**PROMPT**:
Return exactly those lines of the material that fall between the line with "thumb mcp: (906, 490)" and the final line, both included.

**SUPPLIED MATERIAL**:
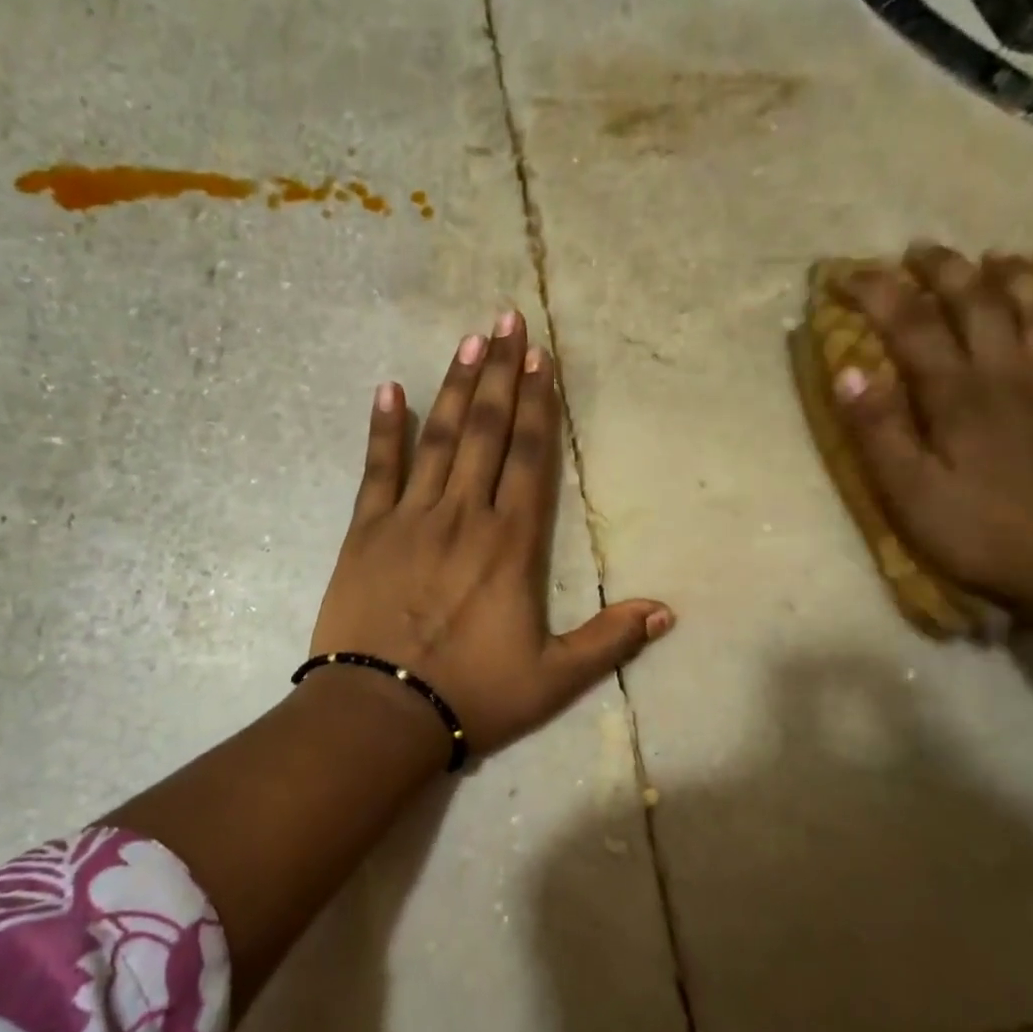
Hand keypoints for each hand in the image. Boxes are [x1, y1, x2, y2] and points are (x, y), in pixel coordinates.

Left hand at [309, 309, 673, 757]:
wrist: (381, 711)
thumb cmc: (471, 694)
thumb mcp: (552, 678)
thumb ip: (609, 641)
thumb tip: (666, 611)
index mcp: (510, 544)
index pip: (529, 457)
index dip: (537, 404)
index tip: (541, 357)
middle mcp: (463, 516)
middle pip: (486, 431)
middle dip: (500, 373)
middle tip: (506, 319)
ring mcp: (410, 518)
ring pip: (437, 438)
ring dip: (455, 387)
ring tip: (468, 340)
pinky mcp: (366, 531)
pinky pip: (377, 469)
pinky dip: (383, 429)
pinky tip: (389, 390)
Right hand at [834, 244, 1032, 612]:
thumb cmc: (977, 533)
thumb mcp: (906, 490)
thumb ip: (877, 429)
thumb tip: (850, 371)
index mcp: (958, 394)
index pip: (912, 326)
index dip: (878, 293)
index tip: (847, 273)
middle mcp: (1011, 376)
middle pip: (981, 304)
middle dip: (948, 270)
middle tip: (922, 249)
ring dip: (1022, 281)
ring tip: (1002, 258)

**RESULT OF THIS EXERCISE**:
thumb mcp: (906, 490)
thumb ip: (877, 429)
thumb tip: (850, 371)
index mcp: (958, 394)
index pip: (912, 326)
index dip: (878, 293)
index tip: (847, 273)
middle mcp: (1011, 376)
middle pip: (981, 304)
middle dip: (948, 270)
middle tip: (922, 249)
ring dip: (1022, 281)
ring tip: (1002, 258)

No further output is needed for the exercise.